■ **How to complete this task**:
Find and copy each line of the listing below that has the word "Gomes" in it.

■ **Data in this exercise**:
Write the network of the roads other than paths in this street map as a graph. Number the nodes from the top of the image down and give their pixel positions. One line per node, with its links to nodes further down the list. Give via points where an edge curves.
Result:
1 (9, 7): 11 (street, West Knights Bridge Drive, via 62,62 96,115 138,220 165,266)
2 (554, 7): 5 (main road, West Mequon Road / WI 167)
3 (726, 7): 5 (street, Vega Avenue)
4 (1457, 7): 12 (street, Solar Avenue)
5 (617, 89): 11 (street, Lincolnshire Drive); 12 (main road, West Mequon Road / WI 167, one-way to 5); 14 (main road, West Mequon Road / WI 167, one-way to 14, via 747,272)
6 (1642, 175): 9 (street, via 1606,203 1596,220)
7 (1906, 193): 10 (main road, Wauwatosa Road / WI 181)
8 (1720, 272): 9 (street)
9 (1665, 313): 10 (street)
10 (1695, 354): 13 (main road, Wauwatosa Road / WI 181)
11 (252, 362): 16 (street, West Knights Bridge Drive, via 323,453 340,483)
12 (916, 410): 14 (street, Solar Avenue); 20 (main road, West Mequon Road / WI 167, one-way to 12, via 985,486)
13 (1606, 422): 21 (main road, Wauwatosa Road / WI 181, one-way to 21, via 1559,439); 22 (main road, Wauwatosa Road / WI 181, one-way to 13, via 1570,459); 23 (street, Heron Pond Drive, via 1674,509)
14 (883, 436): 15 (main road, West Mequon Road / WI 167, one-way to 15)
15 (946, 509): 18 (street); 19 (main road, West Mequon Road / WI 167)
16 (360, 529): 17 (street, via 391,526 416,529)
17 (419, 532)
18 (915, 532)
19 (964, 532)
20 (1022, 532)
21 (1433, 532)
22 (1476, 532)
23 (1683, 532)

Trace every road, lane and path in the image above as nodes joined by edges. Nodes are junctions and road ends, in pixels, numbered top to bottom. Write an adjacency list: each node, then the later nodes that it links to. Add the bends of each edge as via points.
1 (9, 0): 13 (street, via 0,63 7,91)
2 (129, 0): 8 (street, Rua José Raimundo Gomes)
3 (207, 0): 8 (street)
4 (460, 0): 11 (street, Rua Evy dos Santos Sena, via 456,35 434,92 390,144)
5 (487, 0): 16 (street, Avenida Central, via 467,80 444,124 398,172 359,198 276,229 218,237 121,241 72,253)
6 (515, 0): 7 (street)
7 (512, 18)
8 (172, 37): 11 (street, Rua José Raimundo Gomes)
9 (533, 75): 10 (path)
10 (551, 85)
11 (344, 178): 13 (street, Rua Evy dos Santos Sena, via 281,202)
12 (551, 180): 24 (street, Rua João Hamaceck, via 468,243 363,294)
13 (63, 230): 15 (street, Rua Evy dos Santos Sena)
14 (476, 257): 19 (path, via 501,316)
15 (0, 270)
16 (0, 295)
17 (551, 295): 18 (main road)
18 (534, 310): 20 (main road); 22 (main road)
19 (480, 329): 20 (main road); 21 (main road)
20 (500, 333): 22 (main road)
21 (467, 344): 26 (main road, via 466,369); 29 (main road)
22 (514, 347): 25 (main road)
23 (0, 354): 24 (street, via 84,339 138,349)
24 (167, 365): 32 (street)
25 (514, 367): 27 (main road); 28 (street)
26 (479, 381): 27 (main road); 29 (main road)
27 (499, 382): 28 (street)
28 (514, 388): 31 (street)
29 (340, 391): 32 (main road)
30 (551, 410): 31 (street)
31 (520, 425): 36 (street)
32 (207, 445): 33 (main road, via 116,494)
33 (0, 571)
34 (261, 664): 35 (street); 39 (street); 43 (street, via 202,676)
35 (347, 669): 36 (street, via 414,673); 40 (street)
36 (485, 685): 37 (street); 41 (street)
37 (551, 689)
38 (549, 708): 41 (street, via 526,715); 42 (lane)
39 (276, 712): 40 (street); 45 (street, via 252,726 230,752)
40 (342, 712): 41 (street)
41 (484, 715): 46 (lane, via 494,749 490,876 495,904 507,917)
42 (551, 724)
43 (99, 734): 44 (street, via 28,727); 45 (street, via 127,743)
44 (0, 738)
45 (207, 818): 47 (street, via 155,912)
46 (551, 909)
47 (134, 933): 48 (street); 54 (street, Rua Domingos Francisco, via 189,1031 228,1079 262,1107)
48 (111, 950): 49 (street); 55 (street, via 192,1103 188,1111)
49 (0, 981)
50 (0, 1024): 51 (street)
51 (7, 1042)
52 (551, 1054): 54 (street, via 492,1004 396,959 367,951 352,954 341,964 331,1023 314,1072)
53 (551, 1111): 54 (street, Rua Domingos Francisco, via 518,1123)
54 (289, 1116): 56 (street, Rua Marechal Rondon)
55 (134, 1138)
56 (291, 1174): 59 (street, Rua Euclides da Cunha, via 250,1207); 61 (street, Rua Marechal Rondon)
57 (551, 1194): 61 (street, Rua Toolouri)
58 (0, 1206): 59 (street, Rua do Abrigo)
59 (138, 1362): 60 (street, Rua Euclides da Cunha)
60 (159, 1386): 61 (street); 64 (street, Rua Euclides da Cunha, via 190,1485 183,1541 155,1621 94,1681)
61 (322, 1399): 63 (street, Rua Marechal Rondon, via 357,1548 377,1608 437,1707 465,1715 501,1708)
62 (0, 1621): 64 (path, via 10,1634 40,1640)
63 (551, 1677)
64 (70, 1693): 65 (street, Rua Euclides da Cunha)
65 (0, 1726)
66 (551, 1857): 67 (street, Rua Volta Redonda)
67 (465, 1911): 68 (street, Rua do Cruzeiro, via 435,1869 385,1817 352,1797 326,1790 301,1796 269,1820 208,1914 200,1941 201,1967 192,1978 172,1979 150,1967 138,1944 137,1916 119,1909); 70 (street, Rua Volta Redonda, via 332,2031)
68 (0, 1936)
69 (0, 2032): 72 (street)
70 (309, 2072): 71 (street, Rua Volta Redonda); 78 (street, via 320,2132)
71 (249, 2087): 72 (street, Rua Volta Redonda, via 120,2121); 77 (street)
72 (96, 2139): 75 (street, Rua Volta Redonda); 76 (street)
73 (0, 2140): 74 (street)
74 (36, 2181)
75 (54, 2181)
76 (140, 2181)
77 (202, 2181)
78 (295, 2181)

■ **Solution for this task**:
2 (129, 0): 8 (street, Rua José Raimundo Gomes)
8 (172, 37): 11 (street, Rua José Raimundo Gomes)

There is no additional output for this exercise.